Mercedes ready to deploy new DAS system in Melbourne, says Bottas
Mercedes’ Dual Axis Steering system – or DAS as it’s known – was the star of the show at 2020 pre-season testing. And with the system seemingly working a treat, Mercedes' Valtteri Bottas says he sees no reason why the team won’t deploy it at the first race of the year in Melbourne.
The DAS system works by Bottas and Lewis Hamilton pushing and pulling on the steering wheel in the cockpit of their W11, the action effecting a change on the car’s front wheel toe angle – with conjecture remaining about the exact benefits the system brings.
Asked midway through Week 2 whether he expected to be using the DAS system at the Australian Grand Prix in a few weeks’ time, Bottas replied: “For now, we see no reason why not.

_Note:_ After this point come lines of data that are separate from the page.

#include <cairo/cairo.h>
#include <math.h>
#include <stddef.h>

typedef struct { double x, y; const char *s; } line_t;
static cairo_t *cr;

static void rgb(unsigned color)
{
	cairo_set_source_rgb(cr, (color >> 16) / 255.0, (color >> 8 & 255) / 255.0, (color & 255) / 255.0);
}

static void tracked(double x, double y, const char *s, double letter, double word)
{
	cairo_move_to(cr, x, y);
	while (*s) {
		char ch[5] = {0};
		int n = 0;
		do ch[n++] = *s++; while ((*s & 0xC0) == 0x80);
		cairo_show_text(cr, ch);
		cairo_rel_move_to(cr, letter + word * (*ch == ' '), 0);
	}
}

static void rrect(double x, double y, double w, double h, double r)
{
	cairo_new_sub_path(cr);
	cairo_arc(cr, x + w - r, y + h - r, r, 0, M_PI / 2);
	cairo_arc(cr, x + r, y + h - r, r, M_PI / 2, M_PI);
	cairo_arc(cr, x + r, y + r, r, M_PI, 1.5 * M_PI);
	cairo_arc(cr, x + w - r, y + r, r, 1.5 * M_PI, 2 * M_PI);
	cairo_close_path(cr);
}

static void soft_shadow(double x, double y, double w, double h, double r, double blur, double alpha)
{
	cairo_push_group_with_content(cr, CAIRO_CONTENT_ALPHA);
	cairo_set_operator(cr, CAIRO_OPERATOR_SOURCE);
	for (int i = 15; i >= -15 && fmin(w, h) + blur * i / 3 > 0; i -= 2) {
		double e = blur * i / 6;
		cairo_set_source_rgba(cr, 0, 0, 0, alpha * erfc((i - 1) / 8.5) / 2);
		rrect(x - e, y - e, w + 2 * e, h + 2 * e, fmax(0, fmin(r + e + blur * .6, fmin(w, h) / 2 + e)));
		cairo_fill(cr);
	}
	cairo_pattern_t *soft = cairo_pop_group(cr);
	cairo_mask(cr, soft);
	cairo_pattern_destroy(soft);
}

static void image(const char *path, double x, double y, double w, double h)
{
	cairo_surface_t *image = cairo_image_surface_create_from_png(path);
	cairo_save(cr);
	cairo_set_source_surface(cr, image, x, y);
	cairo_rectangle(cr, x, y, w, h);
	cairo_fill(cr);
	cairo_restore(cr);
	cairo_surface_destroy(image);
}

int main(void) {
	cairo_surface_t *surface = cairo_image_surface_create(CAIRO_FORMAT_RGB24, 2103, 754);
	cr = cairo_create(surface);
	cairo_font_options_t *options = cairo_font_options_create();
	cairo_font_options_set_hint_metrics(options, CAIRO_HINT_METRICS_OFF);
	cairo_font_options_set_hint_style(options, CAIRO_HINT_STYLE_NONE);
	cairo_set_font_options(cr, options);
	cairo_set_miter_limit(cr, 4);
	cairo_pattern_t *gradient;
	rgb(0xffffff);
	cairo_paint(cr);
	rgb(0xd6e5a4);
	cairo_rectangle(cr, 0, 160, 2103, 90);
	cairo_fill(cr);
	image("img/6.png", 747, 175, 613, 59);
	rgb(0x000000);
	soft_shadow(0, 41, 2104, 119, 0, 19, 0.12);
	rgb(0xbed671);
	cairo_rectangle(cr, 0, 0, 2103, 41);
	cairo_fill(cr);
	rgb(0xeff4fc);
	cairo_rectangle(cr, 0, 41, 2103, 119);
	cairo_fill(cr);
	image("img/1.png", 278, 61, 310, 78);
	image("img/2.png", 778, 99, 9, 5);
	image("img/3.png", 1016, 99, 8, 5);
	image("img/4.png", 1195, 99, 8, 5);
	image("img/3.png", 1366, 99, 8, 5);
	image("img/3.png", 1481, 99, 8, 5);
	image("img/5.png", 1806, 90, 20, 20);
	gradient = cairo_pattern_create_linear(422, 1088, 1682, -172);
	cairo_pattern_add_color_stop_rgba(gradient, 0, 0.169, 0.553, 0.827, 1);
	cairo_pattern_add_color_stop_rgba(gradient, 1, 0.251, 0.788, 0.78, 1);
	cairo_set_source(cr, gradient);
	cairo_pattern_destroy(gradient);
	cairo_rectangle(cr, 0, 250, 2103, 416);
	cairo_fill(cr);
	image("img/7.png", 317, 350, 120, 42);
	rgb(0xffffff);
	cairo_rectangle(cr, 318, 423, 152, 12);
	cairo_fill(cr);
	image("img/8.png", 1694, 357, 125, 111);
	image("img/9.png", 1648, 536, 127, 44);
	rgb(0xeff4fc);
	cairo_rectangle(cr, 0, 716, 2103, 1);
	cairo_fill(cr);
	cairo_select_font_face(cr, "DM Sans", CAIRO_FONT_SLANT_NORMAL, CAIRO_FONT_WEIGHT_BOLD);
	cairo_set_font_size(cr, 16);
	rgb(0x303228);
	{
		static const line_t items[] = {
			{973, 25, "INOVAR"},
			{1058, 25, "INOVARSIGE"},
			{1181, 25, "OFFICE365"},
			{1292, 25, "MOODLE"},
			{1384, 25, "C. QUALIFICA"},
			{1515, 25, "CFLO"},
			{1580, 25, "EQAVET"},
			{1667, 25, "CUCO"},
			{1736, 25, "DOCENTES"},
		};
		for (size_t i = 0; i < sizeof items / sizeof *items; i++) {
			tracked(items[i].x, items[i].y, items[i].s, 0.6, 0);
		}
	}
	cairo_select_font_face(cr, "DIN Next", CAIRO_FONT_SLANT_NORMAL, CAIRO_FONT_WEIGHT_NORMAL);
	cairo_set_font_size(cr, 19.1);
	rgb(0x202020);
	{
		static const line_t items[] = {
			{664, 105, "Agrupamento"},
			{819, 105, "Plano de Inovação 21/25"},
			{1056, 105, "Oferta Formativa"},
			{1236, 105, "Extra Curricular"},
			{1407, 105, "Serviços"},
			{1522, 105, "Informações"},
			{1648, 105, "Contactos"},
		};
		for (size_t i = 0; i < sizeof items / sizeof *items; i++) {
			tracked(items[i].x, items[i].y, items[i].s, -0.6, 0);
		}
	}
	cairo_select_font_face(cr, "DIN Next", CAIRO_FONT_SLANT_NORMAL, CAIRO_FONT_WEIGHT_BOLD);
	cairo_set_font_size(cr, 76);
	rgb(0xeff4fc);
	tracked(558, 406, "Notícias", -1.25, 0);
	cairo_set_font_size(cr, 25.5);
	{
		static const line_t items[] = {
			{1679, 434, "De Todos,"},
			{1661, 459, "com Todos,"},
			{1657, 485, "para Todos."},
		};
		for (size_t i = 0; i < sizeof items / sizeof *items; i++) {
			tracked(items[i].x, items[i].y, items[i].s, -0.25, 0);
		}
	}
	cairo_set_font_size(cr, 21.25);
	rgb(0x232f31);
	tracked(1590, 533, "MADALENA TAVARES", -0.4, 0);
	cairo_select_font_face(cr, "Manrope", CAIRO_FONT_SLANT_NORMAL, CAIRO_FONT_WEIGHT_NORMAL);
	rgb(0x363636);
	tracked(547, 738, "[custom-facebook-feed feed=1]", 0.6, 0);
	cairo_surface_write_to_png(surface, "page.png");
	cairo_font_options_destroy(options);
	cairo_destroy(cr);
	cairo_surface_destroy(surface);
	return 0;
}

“Everything works well with it. We're still learning more and more about it, we're happy to have it in the car and no issues really found so far, so it's all working well.”
Bottas also confirmed that both he and Hamilton had been pooling their feedback on the new system rather than jealously keeping it to themselves, responding to a question on whether becoming ‘King of DAS’ could be Bottas' magic bullet to finally beating Hamilton accross a season.
“You need to be the king of every tool in the car and you need to extract everything from your car, including the new systems,” said Bottas. “Both me and Lewis [are] trying to extract the maximum out of it, and obviously from my side, I'll try to do something better if I can. But obviously we're sharing all the information, all the knowledge, all the data, so eventually, for sure, we both will be able to extract everything out of it.”
With DAS having only been run on track for six days in Barcelona, Bottas revealed that Mercedes were still learning about the system's effectiveness, as well as the best time for the drivers to deploy it on track.
“Obviously between [Weeks 1 and 2], the engineers had more time to learn from the data and make more guidelines for us as drivers about best use and the kind of situations that can bring the advantage, how big the advantage it will give us is, which tracks – that's a little bit of a question mark,” said Bottas.
“But also it will be driver-dependent, especially at the race weekends and whichever situations we think we might get the benefit,” added Bottas. “It's up to us to also explore and discover and find the best ways to use it. So, a nice little extra tool. Not that there were so many things to do anyway on the steering wheel…”
We’ll get our first chance to see Mercedes trying to dial in their system on a proper race weekend when Free Practice 1 commences at the Australian Grand Prix on March 13.